Keg toss: This is just as much fun as it looks!
Keg toss: This is just as much fun as it looks!


*I don’t think you need to invest in cardio equipment for a home gym. Treadmills, ellipticals and stepmills are usually very expensive, and not my preferred form of cardio anyway. As long as you do some kind of resistance-based conditioning work, your cardio level will be fine. When the weather is nice enough, use the great outdoors!

**Don’t waste your money on any equipment you see on infomercials, such as shake weights, ab circles or thigh masters! As long as you’re performing the main lifts, you do not need any of this. In fact, even if you weren’t doing the main lifts, I’d still say they are a complete waste of time!

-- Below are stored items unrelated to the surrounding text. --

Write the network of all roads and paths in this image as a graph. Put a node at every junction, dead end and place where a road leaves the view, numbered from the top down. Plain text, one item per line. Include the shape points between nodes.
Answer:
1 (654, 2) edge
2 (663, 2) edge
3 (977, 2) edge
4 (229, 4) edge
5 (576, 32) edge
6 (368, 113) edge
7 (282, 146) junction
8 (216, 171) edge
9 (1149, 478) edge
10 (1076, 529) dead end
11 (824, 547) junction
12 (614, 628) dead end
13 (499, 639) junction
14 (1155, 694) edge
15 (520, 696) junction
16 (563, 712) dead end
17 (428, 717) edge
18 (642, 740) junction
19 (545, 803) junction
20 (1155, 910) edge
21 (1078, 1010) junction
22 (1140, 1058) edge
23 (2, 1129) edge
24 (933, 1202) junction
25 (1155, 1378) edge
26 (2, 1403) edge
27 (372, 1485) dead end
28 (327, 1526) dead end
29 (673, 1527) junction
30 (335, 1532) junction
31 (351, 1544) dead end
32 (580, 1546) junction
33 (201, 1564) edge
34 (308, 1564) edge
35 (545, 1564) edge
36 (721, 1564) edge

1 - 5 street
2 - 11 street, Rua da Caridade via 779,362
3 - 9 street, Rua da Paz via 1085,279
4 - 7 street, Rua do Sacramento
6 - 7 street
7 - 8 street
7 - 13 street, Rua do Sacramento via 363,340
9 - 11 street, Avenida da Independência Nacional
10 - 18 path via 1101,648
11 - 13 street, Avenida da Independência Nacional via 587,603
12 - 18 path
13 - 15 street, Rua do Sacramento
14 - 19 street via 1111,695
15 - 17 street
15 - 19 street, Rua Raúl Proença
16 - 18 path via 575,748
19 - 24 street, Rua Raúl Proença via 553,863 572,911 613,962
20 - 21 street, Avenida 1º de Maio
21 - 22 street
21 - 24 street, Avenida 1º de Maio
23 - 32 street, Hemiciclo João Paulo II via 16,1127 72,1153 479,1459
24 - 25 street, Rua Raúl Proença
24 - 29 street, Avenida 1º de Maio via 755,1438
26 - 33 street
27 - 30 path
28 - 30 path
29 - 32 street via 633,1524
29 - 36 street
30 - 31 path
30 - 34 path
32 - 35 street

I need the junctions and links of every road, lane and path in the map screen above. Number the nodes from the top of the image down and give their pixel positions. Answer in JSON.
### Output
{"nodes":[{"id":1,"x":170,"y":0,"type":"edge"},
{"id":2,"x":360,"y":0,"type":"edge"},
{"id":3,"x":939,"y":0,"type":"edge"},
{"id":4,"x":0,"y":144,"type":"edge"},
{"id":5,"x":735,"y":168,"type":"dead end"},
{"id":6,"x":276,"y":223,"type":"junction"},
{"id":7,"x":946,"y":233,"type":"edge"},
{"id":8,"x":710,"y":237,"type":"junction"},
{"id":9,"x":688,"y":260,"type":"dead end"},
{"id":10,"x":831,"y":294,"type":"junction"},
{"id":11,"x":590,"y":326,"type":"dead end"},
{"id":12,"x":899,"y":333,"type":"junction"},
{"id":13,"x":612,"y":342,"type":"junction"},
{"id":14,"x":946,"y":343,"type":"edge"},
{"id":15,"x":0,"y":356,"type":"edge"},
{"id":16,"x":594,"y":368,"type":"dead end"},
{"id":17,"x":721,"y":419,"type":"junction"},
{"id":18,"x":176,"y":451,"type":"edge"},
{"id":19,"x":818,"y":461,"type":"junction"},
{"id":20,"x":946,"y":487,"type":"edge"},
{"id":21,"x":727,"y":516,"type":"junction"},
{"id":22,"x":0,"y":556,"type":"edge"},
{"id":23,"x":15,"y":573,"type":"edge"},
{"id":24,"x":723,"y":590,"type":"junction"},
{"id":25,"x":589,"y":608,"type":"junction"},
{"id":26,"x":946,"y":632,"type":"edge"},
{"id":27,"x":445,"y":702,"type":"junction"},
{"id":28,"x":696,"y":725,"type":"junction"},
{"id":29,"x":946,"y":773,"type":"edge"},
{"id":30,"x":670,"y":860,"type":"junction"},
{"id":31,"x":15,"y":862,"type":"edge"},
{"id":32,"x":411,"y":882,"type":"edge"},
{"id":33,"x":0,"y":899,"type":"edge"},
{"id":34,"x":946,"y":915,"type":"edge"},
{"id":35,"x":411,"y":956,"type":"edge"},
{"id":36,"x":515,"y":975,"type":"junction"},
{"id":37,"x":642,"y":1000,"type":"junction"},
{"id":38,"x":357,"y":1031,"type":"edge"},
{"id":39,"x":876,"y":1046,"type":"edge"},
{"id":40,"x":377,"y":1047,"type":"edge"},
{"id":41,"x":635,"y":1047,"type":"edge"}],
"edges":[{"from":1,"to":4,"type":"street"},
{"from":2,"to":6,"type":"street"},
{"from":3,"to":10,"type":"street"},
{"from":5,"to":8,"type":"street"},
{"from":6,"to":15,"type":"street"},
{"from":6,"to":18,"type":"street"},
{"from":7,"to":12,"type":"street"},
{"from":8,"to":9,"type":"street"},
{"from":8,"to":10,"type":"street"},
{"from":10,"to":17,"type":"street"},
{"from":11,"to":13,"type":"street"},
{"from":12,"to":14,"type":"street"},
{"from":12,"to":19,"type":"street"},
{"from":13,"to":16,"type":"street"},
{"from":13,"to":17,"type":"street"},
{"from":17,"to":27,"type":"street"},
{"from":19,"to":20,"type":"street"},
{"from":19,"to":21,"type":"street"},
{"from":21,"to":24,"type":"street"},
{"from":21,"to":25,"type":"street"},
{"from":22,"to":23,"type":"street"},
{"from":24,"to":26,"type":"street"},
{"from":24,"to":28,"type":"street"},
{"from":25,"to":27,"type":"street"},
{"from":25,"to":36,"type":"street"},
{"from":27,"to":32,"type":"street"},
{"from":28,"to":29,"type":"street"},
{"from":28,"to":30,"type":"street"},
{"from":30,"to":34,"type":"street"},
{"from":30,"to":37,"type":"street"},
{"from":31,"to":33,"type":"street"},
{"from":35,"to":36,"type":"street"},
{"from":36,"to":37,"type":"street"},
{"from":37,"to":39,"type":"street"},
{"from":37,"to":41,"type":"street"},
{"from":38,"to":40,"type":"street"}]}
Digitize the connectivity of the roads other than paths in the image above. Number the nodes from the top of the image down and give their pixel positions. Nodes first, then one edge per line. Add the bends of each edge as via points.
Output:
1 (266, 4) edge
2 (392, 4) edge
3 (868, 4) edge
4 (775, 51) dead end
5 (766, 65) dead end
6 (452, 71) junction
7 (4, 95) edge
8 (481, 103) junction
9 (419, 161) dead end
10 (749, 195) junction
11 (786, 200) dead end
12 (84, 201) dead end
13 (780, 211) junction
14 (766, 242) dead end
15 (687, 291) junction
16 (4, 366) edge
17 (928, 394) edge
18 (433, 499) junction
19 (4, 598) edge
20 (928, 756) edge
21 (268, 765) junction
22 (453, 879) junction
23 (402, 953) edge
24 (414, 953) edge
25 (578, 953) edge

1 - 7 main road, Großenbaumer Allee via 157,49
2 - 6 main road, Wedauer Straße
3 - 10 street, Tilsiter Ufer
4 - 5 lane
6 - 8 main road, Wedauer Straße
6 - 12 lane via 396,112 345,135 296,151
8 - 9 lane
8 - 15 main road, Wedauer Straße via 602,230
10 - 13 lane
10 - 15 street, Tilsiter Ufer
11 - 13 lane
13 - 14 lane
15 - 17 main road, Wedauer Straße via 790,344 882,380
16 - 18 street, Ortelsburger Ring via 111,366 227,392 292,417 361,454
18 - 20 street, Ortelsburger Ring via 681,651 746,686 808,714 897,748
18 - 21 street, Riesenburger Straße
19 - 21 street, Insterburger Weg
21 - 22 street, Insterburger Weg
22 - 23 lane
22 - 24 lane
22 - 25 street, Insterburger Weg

If you are training alone at home, be careful about the weights you are lifting. I usually recommend training the squat, deadlift and bench press at a rep range of 5 or below, but don’t go for maximal weights unless you have a spotter. I have heard stories of people actually dying by getting crushed underneath a barbell. And you don’t want to end up like this guy:

Invest in heavy dumbbells and bumper plates. Don’t think that because you’re training at home, you have to lift 3lb weights. Keep to the principle of lifting heavy for the compound exercises, and in a more moderate range (6-15 reps) for the accessory lifts.

When I first started lifting, I was very dependent on machines such as the lat pulldown, leg extension, leg curl, leg press, shoulder press, and chest press machine. I would not have been able to train at home because of it! Over the past year, I’ve cut back on machines a lot – I was using maybe one per week? Now that I’ve started strongman training, I do not use a single machine. I believe that free weights are completely adequate to fulfilling a gym program.

Do you train at home? Do you have any other equipment I haven’t mentioned?

 PS. None of these are affiliate links; they are products I recommend from either personal use or client feedback.